Feign Client allows us to abstract the mechanics of calling a REST service. We need to configure and annotate the Feign Client interface to call a RESTful web service by making a simple Java method call.
@FeignClient(name = "UserService", url = "${userService.base_url}")
public interface UserServiceClient {
@GetMapping("/users")
ResponseEntity<UserServiceResponse> getUsers();
}
Feign provides an out-of-the-box solution to log the outgoing requests and the following responses. Read this article to know how to do the configuration for it.
Feign uses SL4j Logger under the hood, and the default logging configuration prints each piece of information on a separate line, which I found disturbing. So, I created a custom logger for the Feign clients to customize the log statements.

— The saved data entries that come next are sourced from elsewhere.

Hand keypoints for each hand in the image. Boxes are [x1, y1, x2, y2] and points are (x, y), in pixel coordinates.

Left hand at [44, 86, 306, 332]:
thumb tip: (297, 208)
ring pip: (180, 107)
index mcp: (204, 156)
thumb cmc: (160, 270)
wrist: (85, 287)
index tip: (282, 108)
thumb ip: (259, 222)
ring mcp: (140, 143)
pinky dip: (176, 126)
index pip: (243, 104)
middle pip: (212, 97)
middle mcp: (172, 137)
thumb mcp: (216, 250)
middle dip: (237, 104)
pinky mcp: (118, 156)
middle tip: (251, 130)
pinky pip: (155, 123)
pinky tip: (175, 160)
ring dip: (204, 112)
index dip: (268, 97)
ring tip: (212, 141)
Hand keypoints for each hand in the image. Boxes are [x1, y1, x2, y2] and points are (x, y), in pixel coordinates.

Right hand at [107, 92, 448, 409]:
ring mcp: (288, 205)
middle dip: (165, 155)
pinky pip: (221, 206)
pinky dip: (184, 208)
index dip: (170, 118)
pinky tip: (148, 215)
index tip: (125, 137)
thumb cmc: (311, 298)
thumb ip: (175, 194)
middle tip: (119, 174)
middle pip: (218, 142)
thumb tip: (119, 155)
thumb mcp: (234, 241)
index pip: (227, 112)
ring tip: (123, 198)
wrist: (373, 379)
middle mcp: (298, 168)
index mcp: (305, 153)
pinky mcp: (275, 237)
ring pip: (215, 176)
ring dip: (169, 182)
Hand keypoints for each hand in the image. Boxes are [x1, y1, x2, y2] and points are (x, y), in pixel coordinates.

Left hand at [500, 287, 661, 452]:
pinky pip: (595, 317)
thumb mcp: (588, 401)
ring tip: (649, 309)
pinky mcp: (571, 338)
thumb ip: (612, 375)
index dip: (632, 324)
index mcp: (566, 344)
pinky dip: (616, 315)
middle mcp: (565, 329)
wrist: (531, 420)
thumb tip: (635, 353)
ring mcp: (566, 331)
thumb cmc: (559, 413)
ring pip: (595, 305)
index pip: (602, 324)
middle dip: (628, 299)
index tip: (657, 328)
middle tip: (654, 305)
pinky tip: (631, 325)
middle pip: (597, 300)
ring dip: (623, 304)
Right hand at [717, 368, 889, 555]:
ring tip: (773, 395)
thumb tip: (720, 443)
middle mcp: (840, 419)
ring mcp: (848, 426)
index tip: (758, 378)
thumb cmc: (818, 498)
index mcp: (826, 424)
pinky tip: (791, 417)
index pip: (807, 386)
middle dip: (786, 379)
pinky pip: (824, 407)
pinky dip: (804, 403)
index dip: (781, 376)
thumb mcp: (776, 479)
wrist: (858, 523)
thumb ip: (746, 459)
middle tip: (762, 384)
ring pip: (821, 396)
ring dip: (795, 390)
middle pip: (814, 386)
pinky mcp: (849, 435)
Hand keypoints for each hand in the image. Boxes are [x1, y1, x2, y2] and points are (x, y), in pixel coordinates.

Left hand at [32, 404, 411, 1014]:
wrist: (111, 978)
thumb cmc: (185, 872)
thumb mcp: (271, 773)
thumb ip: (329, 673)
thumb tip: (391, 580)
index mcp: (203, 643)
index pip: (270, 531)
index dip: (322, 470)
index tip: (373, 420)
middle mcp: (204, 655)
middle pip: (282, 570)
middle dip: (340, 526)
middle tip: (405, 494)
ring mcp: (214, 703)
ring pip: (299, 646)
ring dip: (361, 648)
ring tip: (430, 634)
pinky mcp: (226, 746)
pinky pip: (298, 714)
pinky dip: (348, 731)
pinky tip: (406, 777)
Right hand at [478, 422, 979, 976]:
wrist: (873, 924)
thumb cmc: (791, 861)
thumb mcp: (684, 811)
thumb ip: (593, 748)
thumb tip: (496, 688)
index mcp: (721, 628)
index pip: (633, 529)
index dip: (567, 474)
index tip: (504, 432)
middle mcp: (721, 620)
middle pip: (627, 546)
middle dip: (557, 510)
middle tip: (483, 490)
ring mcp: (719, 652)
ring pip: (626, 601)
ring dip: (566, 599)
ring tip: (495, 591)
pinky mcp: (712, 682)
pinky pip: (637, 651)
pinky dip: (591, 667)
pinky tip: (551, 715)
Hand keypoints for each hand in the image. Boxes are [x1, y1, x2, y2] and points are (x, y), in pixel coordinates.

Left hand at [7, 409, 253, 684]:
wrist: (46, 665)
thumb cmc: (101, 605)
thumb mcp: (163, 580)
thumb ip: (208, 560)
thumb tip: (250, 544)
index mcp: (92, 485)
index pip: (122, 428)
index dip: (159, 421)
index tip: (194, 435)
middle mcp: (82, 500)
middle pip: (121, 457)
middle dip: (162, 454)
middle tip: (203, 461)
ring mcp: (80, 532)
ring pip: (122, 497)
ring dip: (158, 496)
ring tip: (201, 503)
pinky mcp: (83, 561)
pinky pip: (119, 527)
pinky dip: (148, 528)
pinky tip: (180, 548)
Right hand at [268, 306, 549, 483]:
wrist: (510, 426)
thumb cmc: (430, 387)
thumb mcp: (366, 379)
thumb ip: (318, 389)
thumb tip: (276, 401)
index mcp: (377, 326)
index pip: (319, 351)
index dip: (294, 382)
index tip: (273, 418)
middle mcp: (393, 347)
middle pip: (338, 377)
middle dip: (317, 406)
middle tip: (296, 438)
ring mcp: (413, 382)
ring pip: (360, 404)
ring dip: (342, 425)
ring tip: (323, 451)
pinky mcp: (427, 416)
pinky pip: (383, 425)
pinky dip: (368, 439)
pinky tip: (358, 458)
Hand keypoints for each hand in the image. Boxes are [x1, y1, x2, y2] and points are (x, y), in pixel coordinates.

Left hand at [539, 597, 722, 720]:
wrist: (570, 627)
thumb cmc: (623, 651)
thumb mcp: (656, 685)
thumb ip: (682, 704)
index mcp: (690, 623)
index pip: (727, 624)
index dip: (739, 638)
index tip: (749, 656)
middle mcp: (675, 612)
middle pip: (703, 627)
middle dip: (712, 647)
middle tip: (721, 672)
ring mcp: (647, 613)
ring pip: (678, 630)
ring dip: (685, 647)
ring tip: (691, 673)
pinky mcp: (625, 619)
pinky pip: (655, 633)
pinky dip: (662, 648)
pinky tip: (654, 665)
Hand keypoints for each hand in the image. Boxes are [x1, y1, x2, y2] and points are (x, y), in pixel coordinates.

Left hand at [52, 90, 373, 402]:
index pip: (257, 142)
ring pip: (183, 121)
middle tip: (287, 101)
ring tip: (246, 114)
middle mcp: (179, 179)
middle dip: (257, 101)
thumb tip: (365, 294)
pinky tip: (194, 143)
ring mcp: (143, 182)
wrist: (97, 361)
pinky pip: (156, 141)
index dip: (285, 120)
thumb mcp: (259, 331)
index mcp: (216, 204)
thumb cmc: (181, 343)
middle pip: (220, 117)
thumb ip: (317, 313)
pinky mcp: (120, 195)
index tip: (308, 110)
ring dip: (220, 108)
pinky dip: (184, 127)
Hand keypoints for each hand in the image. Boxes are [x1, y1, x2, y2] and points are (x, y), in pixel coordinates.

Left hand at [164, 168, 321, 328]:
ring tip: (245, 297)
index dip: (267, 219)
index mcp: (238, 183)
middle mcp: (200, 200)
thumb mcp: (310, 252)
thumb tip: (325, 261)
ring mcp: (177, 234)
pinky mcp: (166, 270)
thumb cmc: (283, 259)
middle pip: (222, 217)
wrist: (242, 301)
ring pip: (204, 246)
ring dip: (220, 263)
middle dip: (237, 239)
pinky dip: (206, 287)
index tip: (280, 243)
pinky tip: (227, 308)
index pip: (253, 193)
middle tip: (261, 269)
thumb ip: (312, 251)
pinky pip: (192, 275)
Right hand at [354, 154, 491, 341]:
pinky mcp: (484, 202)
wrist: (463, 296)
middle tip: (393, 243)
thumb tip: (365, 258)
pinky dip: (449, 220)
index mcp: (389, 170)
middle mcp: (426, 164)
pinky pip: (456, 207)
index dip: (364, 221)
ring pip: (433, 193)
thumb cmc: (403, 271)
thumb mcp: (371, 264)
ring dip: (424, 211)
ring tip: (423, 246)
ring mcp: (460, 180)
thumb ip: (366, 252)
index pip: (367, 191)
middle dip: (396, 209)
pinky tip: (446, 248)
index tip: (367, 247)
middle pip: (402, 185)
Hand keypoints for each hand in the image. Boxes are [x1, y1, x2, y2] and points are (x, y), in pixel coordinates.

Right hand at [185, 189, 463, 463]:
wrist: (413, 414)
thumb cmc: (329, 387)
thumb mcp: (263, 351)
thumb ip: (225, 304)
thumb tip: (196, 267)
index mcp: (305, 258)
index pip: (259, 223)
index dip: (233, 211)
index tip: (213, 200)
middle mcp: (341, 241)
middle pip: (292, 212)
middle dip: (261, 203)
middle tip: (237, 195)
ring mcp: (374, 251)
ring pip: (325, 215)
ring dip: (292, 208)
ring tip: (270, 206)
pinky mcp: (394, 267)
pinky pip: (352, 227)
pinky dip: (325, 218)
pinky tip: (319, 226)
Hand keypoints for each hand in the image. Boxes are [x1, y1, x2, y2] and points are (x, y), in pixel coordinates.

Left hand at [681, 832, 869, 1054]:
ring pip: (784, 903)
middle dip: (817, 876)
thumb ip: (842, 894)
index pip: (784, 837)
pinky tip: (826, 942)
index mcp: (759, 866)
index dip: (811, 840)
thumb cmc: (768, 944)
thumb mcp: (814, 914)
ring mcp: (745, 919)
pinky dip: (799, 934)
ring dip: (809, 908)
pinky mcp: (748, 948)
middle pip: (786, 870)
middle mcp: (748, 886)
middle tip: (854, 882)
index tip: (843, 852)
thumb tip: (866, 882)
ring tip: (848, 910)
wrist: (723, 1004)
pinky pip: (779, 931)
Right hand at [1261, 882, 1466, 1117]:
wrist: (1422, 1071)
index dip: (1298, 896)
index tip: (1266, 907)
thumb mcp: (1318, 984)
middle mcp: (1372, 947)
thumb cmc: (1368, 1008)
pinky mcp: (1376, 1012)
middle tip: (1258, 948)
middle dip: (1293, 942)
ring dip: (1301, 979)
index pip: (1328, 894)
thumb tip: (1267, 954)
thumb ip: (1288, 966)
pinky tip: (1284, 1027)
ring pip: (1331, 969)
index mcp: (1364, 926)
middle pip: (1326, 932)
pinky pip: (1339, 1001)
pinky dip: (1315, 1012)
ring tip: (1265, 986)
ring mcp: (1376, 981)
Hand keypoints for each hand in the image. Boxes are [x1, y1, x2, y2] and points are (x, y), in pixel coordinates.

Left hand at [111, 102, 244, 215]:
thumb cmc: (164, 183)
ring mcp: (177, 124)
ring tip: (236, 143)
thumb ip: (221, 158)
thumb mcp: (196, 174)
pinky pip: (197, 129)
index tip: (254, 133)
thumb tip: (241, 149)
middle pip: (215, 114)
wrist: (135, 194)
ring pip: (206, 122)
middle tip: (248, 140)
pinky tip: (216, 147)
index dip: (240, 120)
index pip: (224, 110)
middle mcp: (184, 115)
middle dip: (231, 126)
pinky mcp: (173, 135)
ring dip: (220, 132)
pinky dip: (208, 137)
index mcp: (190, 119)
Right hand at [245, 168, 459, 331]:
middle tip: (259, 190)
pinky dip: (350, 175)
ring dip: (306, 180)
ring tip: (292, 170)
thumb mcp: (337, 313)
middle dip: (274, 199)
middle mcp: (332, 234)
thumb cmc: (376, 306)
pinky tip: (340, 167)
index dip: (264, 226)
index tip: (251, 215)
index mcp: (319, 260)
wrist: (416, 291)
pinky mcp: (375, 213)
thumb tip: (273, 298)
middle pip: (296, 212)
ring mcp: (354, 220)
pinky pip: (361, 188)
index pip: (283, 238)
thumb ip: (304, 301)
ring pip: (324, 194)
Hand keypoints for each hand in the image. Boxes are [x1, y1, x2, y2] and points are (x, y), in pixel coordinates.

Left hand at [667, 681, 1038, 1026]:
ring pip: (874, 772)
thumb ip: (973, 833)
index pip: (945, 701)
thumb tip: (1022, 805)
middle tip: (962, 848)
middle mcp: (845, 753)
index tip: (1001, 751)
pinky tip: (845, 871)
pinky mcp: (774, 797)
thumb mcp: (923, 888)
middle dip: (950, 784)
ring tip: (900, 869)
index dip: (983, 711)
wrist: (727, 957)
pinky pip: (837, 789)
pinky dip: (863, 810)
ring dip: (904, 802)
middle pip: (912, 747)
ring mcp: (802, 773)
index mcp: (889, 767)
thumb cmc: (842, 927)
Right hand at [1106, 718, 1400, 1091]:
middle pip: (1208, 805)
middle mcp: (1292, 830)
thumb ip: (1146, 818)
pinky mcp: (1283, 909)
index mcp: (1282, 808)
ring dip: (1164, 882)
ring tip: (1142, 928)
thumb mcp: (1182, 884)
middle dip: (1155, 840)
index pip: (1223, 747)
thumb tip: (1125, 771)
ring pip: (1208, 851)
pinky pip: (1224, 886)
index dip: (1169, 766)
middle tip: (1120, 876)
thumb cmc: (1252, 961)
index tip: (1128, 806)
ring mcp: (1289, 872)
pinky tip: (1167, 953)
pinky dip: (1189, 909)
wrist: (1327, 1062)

Creating our own Custom Logger #
We create a configuration class in Spring Boot that instantiates a bean of our custom logger class. The custom logger extends the original Logger
implementation and overrides the necessary methods.
@Slf4j
@Configuration
public class FeignConfig {
@Bean
public CustomFeignClientLogger customFeignClientLogger() {
return new CustomFeignClientLogger();
}
@Bean
Logger.Level feignLoggerLevel() {
return Logger.Level.FULL;
}
static class CustomFeignClientLogger extends Logger {
@Override
protected void logRequest(String configKey, Level logLevel, Request request) {
/*
* This method is intentionally left blank to prevent it
* from logging the request. We will log both the request and the response
* in the logAndRebufferResponse method.
*/
}
@Override
protected Response logAndRebufferResponse(
String configKey, Level logLevel, Response response, long elapsedTime) {
int status = response.status();
Request request = response.request();
String responseString = "";
Response clonedResponse = response.toBuilder().build();
if (Objects.nonNull(response.body())) {
try {
byte[] bodyData = Util.toByteArray(response.body().asInputStream());
Response.Body responseBodyCopy = response.toBuilder().body(bodyData).build().body();
clonedResponse = response.toBuilder().body(responseBodyCopy).build();
responseString = StringUtil.toString(responseBodyCopy.asReader(StandardCharsets.UTF_8));
} catch (IOException exception) {
log.error(
"Error while reading the Feign client response || Error Details: {}",
exception.getMessage());
}
}
if (Objects.nonNull(request.body())) {
log(
configKey,
"%n%n---> %s %s %nRequest: %s %n %n<--- %s %s %s (%sms) %nResponse: %s",
request.httpMethod().name(),
request.url(),
new String(request.body()),
request.httpMethod().name(),
request.url(),
status,
elapsedTime,
responseString);
}
return clonedResponse;
}
@Override
protected void log(String configKey, String format, Object... args) {
log.info(format(configKey, format, args));
}
protected String format(String configKey, String format, Object... args) {
String methodTag = methodTag(configKey);
String formattedString = String.format(format, args);
return methodTag + formattedString;
}
}
}
We read the Response.body
as an InputStream
. Response streams are read and always closed before it gets returned. So, we have to clone the whole Response
object and return the cloned response from the logAndRebufferResponse
method so that we don’t encounter a ‘stream is closed’ IOException later.
If we annotate the class with the @Configuration
annotation then this custom logger configuration will be picked up by all the Feign Clients in our service.